Nora ran past the fenced-off runway and airfield. The Multinational Aerospace Corporation—MAC, Inc.—the world’s second-largest aerospace empire, was using the airfield to test its latest technology up here in the cold, secret silence. Shiny new high-tech warehouses gleamed amidst the decay. Area Fifty-One-and-a-Half, the locals called it. Imaginations ran wild: UFOs, black ops, the Illuminati. Every few months, MAC, Inc. brought in a planeload of Germans or Japanese to check out the secret projects. A hundred of them at a time, the locals claimed, stayed a month in a nearby town, eating fat steaks and looking for cowgirls. Last week Nora had seen a convoy of rented cars with bewildered Asian faces behind tinted glass. Maybe they’d survive the month, but she doubted it. They’d die of boredom first.

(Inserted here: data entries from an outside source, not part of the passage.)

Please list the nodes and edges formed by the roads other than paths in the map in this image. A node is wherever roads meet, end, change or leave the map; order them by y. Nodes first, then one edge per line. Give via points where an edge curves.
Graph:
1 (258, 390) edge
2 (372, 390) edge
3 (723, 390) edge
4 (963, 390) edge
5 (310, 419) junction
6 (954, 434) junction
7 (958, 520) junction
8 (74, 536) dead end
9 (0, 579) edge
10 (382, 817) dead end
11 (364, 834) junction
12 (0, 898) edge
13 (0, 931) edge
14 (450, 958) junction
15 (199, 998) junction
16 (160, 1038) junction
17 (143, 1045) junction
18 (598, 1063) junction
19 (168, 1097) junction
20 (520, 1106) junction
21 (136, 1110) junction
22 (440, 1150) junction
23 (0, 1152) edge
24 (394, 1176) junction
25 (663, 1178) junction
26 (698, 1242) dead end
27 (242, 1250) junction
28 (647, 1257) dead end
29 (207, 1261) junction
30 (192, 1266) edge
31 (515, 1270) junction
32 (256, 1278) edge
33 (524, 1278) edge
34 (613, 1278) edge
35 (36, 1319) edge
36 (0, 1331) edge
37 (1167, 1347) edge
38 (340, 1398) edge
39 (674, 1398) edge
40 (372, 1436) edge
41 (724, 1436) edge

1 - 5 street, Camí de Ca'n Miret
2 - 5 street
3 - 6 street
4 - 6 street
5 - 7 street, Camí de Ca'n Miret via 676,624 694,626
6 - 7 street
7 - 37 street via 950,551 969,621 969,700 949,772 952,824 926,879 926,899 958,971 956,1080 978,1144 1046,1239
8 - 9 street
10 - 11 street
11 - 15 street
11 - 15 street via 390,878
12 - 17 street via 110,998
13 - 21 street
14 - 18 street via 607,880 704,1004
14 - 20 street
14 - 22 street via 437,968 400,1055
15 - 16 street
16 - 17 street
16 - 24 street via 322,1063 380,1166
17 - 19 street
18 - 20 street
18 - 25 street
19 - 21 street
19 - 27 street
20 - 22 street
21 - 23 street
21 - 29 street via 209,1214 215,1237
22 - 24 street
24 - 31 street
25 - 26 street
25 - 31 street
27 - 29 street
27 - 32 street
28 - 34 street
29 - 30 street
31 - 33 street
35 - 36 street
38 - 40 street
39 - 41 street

  Nora continued on through the fog that rose from the overgrown playing fields and headed back toward home. Night ghosts hissed at her. She couldn’t begrudge their anger. She was alive. They were long gone but restless, their lives cut short by pink slips after the Cold War was forgotten. Most families had packed up their houses and transferred their dreams to warmer places. Some left their silverware in the sink as a gift to scavengers.

  Except Aunt Rosa. Aunt Rosa would never have left her forks and furniture to be picked over, Nora mused as she cleared a rotted pole fence. Aunt Rosa had stayed put. Deciding not to go south with her flyboy husband, she got herself a county contract dismantling the commissary where she had once worked. She found a new boyfriend, then another one. And then Phil came along with his big dream.

  Phil’s dream wasn’t even original. It was a hand-me-down from an old pal, a retired pilot who, thirty years ago, bought up the deserted houses, rechristened the base town St. Marie, and tried to build a refuge for right-living military retirees who wanted to hit golf balls over the horizon in peace and quiet. But the county raised the property taxes sky high. Bankruptcies, lawsuits, and liens followed. A luckless whore, St. Marie was once again abandoned. A few retirees hung on and Phil had seen opportunity in the isolation.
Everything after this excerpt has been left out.